In comparing VWETX (LT corp) and VBTLX (bond mkt), I would suggest comparing yield, duration and credit quality. Vanguard has all this data on their website, on the overview and portfolio pages.
LT corp yields 2.6% ; Bond mkt yield of 1.9%.
LT corp has a 14.4 year duration ; Bond mkt a 6.2 year duration.
LT corp is 61% "A" rated bonds ; Bond mkt is 62% government bonds
I don't know how to turn credit quality into meaningful numbers, but investment grade bond categories are: gov't, AAA, AA, A, BBB. So Bond mkt has 62% highest quality bonds, while LT corp is one step up from the lowest quality of investment grade.

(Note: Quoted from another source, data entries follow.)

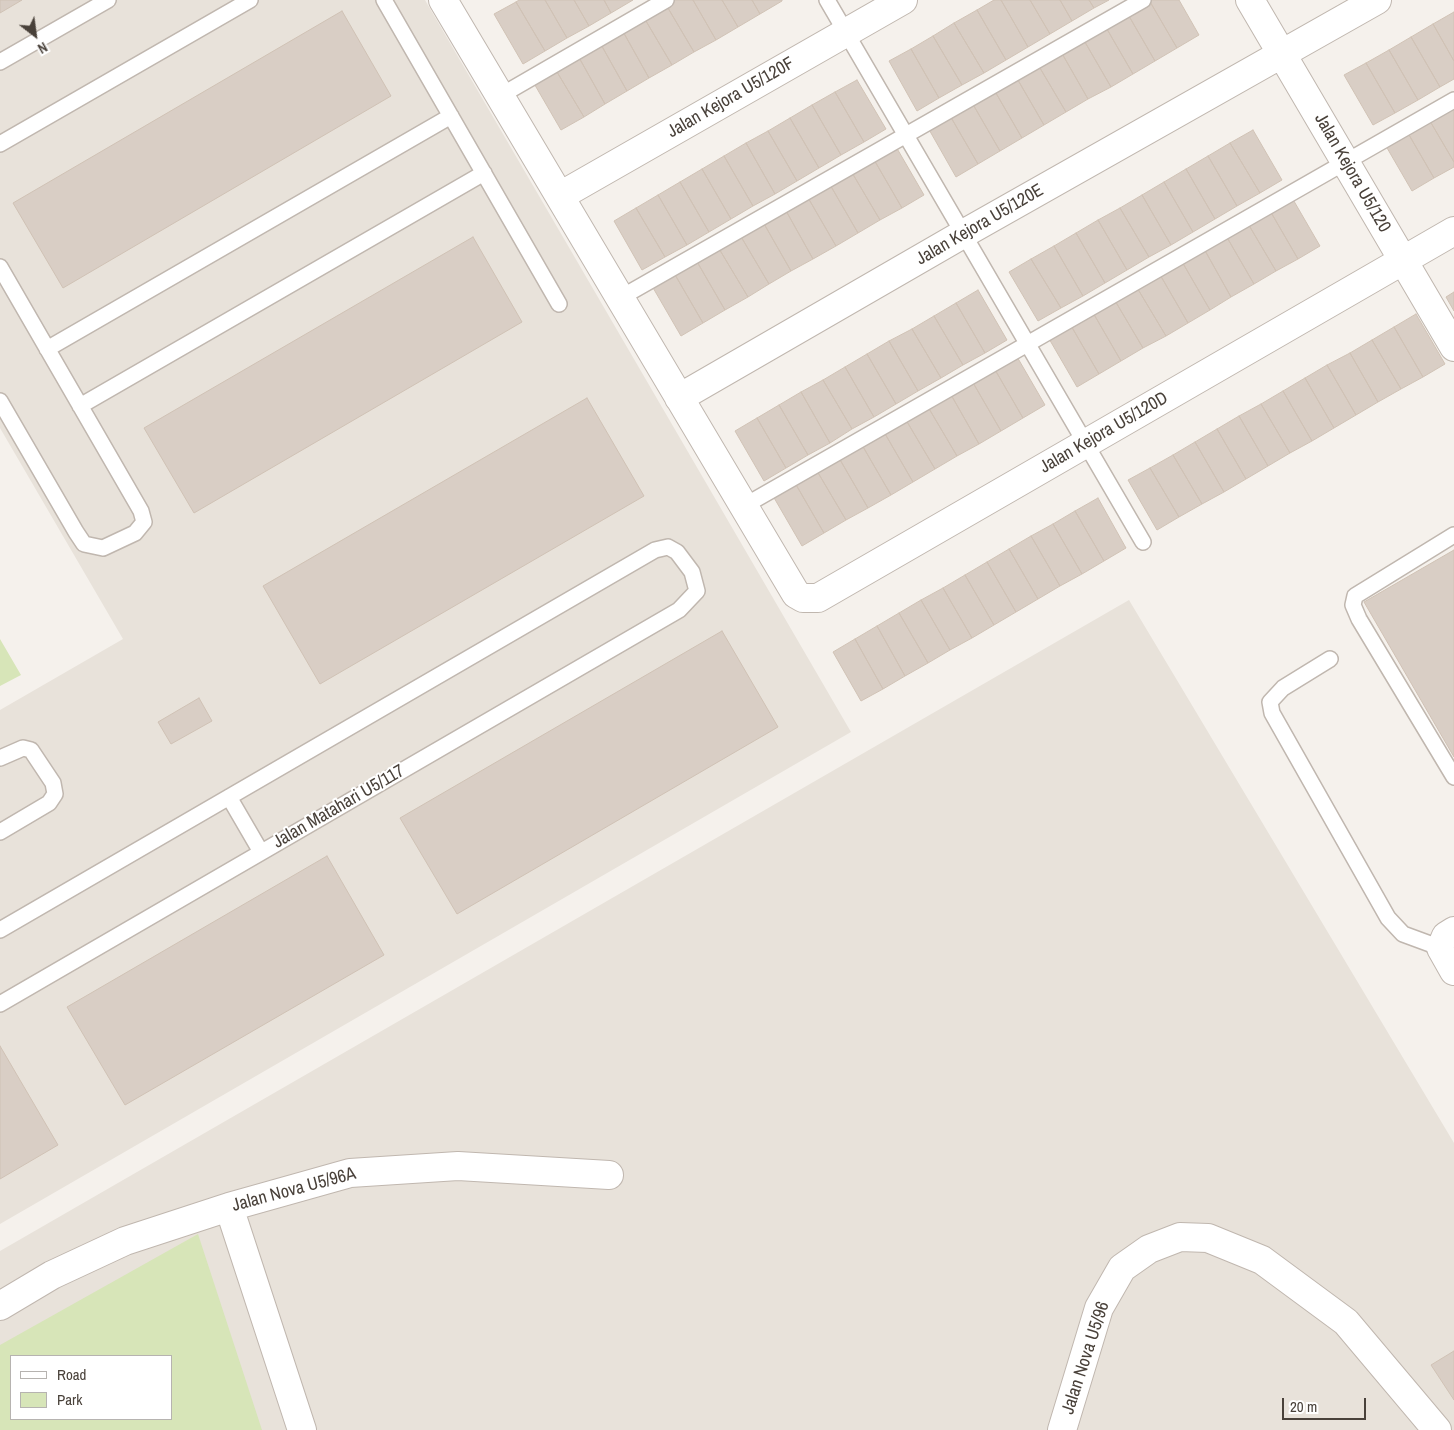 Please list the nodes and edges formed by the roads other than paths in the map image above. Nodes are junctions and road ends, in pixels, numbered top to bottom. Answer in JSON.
{"nodes":[{"id":1,"x":108,"y":0,"type":"edge"},
{"id":2,"x":250,"y":0,"type":"edge"},
{"id":3,"x":384,"y":0,"type":"edge"},
{"id":4,"x":443,"y":0,"type":"edge"},
{"id":5,"x":666,"y":0,"type":"edge"},
{"id":6,"x":827,"y":0,"type":"edge"},
{"id":7,"x":903,"y":0,"type":"edge"},
{"id":8,"x":1143,"y":0,"type":"edge"},
{"id":9,"x":1250,"y":0,"type":"edge"},
{"id":10,"x":1377,"y":0,"type":"edge"},
{"id":11,"x":846,"y":32,"type":"junction"},
{"id":12,"x":1282,"y":54,"type":"junction"},
{"id":13,"x":0,"y":62,"type":"edge"},
{"id":14,"x":500,"y":96,"type":"junction"},
{"id":15,"x":1454,"y":100,"type":"edge"},
{"id":16,"x":451,"y":116,"type":"junction"},
{"id":17,"x":906,"y":135,"type":"junction"},
{"id":18,"x":0,"y":144,"type":"edge"},
{"id":19,"x":1345,"y":162,"type":"junction"},
{"id":20,"x":484,"y":174,"type":"junction"},
{"id":21,"x":560,"y":196,"type":"junction"},
{"id":22,"x":1454,"y":231,"type":"edge"},
{"id":23,"x":963,"y":234,"type":"junction"},
{"id":24,"x":1403,"y":260,"type":"junction"},
{"id":25,"x":0,"y":267,"type":"edge"},
{"id":26,"x":620,"y":298,"type":"junction"},
{"id":27,"x":559,"y":304,"type":"dead end"},
{"id":28,"x":1027,"y":344,"type":"junction"},
{"id":29,"x":1454,"y":347,"type":"edge"},
{"id":30,"x":47,"y":349,"type":"junction"},
{"id":31,"x":679,"y":398,"type":"junction"},
{"id":32,"x":0,"y":401,"type":"edge"},
{"id":33,"x":80,"y":406,"type":"junction"},
{"id":34,"x":1085,"y":444,"type":"junction"},
{"id":35,"x":744,"y":506,"type":"junction"},
{"id":36,"x":1454,"y":535,"type":"edge"},
{"id":37,"x":1143,"y":542,"type":"dead end"},
{"id":38,"x":1330,"y":659,"type":"dead end"},
{"id":39,"x":0,"y":758,"type":"edge"},
{"id":40,"x":1454,"y":777,"type":"edge"},
{"id":41,"x":229,"y":797,"type":"junction"},
{"id":42,"x":0,"y":832,"type":"edge"},
{"id":43,"x":261,"y":852,"type":"junction"},
{"id":44,"x":0,"y":930,"type":"edge"},
{"id":45,"x":1450,"y":950,"type":"edge"},
{"id":46,"x":0,"y":1004,"type":"edge"},
{"id":47,"x":610,"y":1175,"type":"dead end"},
{"id":48,"x":229,"y":1207,"type":"junction"},
{"id":49,"x":0,"y":1306,"type":"edge"},
{"id":50,"x":302,"y":1430,"type":"edge"},
{"id":51,"x":1062,"y":1430,"type":"edge"},
{"id":52,"x":1437,"y":1430,"type":"edge"}],
"edges":[{"from":1,"to":13,"type":"lane"},
{"from":2,"to":18,"type":"lane"},
{"from":3,"to":16,"type":"lane"},
{"from":4,"to":14,"type":"street"},
{"from":5,"to":14,"type":"lane"},
{"from":6,"to":11,"type":"lane"},
{"from":7,"to":11,"type":"street","name":"Jalan Kejora U5/120F"},
{"from":8,"to":17,"type":"lane"},
{"from":9,"to":12,"type":"street","name":"Jalan Kejora U5/120"},
{"from":10,"to":12,"type":"street","name":"Jalan Kejora U5/120E"},
{"from":11,"to":17,"type":"lane"},
{"from":11,"to":21,"type":"street","name":"Jalan Kejora U5/120F"},
{"from":12,"to":19,"type":"street","name":"Jalan Kejora U5/120"},
{"from":12,"to":23,"type":"street","name":"Jalan Kejora U5/120E"},
{"from":14,"to":21,"type":"street"},
{"from":15,"to":19,"type":"lane"},
{"from":16,"to":20,"type":"lane"},
{"from":16,"to":30,"type":"lane"},
{"from":17,"to":23,"type":"lane"},
{"from":17,"to":26,"type":"lane"},
{"from":19,"to":24,"type":"street","name":"Jalan Kejora U5/120"},
{"from":19,"to":28,"type":"lane"},
{"from":20,"to":27,"type":"lane"},
{"from":20,"to":33,"type":"lane"},
{"from":21,"to":26,"type":"street"},
{"from":22,"to":24,"type":"street","name":"Jalan Kejora U5/120D"},
{"from":23,"to":28,"type":"lane"},
{"from":23,"to":31,"type":"street","name":"Jalan Kejora U5/120E"},
{"from":24,"to":29,"type":"street","name":"Jalan Kejora U5/120"},
{"from":24,"to":34,"type":"street","name":"Jalan Kejora U5/120D"},
{"from":25,"to":30,"type":"lane"},
{"from":26,"to":31,"type":"street"},
{"from":28,"to":34,"type":"lane"},
{"from":28,"to":35,"type":"lane"},
{"from":30,"to":33,"type":"lane"},
{"from":31,"to":35,"type":"street"},
{"from":32,"to":33,"type":"lane"},
{"from":34,"to":35,"type":"street","name":"Jalan Kejora U5/120D"},
{"from":34,"to":37,"type":"lane"},
{"from":36,"to":40,"type":"lane"},
{"from":38,"to":45,"type":"lane"},
{"from":39,"to":42,"type":"lane"},
{"from":41,"to":43,"type":"lane"},
{"from":41,"to":43,"type":"lane","name":"Jalan Matahari U5/117"},
{"from":41,"to":44,"type":"lane"},
{"from":43,"to":46,"type":"lane","name":"Jalan Matahari U5/117"},
{"from":47,"to":48,"type":"street","name":"Jalan Nova U5/96A"},
{"from":48,"to":49,"type":"street","name":"Jalan Nova U5/96A"},
{"from":48,"to":50,"type":"street"},
{"from":51,"to":52,"type":"street","name":"Jalan Nova U5/96"}]}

When bond yields go up, nobody wants an old bond - they can get paid more by purchasing at the new, higher rates. So the older bonds fall in price, and the duration expresses the amount. There is an inverse relationship, so you can use "-1" in calculations. Here's an example if bond yields moved up +0.25% :
LT corp has a 14.4 duration, so: -1 x 0.25 x 14.4 = -3.6%
Bond mkt has a 6.2 duration, so: -1 x 0.25 x 6.2 = -1.6%
So when is the 0.7% greater yield of LT corp overwhelmed by changes in bond yields?
I calculate if bond yields go up by 1/12th of 1%, LT corp and Bond mkt break even.
For 8 years of duration, you're only being paid 0.1% higher yield per year, which is next to nothing. You can also see the impact of credit quality in yesterday's market losses for these two funds.
LT corp -2.2% yesterday ; Bond mkt -0.60%
Considering the small difference in yield versus the higher duration and credit risk, I'd say Total Bond Market is the clear choice between the two.